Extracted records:
----------

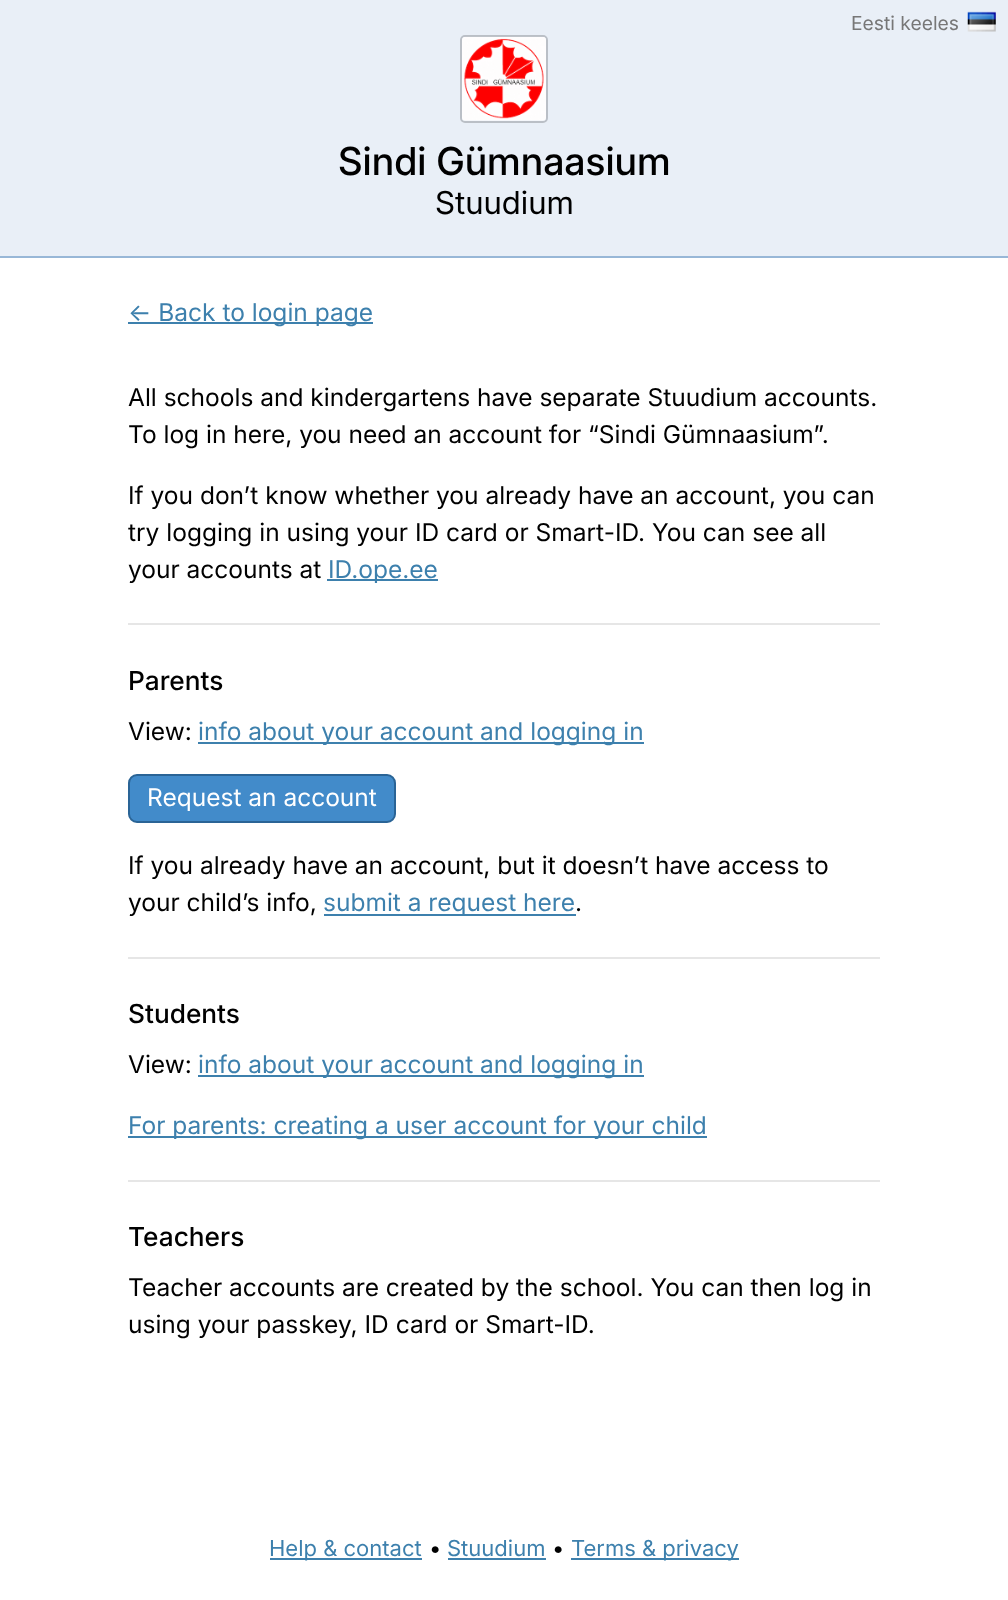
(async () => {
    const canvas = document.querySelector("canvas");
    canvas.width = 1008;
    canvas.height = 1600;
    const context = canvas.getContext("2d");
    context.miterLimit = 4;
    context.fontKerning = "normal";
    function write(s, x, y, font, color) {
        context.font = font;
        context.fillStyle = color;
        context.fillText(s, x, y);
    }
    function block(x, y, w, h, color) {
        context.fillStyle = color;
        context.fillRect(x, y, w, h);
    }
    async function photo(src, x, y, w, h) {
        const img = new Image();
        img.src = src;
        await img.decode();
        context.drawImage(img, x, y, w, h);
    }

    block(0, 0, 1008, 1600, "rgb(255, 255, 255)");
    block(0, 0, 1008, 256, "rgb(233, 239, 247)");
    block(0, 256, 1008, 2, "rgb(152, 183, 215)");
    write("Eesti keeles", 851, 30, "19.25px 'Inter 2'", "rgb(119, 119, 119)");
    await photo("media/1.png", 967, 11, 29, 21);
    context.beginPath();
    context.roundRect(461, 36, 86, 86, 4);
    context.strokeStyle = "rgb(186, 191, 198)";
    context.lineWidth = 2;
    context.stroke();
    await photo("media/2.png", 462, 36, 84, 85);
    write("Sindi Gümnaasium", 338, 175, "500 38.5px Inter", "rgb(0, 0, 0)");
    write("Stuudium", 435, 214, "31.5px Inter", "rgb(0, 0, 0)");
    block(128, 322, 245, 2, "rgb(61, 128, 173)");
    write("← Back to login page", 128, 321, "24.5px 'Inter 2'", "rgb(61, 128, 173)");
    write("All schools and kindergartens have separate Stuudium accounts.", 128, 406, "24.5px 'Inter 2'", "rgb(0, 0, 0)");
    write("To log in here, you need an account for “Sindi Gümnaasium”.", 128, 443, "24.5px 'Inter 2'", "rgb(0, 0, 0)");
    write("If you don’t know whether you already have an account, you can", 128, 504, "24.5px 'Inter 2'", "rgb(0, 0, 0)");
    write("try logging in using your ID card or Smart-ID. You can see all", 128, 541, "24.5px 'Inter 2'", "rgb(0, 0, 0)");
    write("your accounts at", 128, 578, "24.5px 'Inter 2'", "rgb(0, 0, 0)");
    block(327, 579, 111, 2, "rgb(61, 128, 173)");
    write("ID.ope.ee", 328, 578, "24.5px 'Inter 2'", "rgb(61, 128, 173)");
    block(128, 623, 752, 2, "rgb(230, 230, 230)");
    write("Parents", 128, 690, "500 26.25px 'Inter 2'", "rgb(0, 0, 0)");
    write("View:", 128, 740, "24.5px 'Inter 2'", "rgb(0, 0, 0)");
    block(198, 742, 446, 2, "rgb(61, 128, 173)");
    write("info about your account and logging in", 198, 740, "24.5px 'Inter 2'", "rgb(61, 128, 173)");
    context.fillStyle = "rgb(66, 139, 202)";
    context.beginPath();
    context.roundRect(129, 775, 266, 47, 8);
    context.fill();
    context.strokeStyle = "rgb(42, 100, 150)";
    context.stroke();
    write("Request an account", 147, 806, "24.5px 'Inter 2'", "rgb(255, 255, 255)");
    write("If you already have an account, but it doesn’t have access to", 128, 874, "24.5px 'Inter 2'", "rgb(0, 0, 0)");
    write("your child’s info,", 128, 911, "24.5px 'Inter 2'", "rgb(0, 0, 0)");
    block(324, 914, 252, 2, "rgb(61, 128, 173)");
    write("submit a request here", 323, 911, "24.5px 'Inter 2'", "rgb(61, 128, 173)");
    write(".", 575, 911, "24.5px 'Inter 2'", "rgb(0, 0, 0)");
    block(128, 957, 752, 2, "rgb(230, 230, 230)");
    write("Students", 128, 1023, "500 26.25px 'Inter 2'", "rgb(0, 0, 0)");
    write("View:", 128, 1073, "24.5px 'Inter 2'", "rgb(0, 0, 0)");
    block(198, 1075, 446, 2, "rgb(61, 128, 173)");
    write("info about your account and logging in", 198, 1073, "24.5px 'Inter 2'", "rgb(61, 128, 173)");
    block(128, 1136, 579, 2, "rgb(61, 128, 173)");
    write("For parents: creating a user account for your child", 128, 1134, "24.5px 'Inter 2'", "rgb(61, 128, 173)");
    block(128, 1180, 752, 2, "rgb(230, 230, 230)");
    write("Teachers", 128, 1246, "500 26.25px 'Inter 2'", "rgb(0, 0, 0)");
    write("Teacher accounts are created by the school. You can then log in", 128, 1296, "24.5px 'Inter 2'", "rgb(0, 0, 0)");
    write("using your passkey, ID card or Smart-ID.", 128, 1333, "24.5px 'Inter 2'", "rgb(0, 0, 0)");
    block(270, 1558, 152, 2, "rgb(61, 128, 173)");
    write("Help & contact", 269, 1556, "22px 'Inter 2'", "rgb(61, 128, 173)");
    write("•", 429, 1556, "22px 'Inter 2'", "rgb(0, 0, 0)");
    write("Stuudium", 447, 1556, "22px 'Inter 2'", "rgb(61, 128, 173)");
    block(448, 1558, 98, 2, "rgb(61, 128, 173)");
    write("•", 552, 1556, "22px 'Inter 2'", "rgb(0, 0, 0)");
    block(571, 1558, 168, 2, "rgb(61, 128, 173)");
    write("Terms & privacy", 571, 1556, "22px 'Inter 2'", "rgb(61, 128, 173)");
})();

----------

# Task goal:
Return every line above where "async" appears.

# Task answer:
(async () => {
    async function photo(src, x, y, w, h) {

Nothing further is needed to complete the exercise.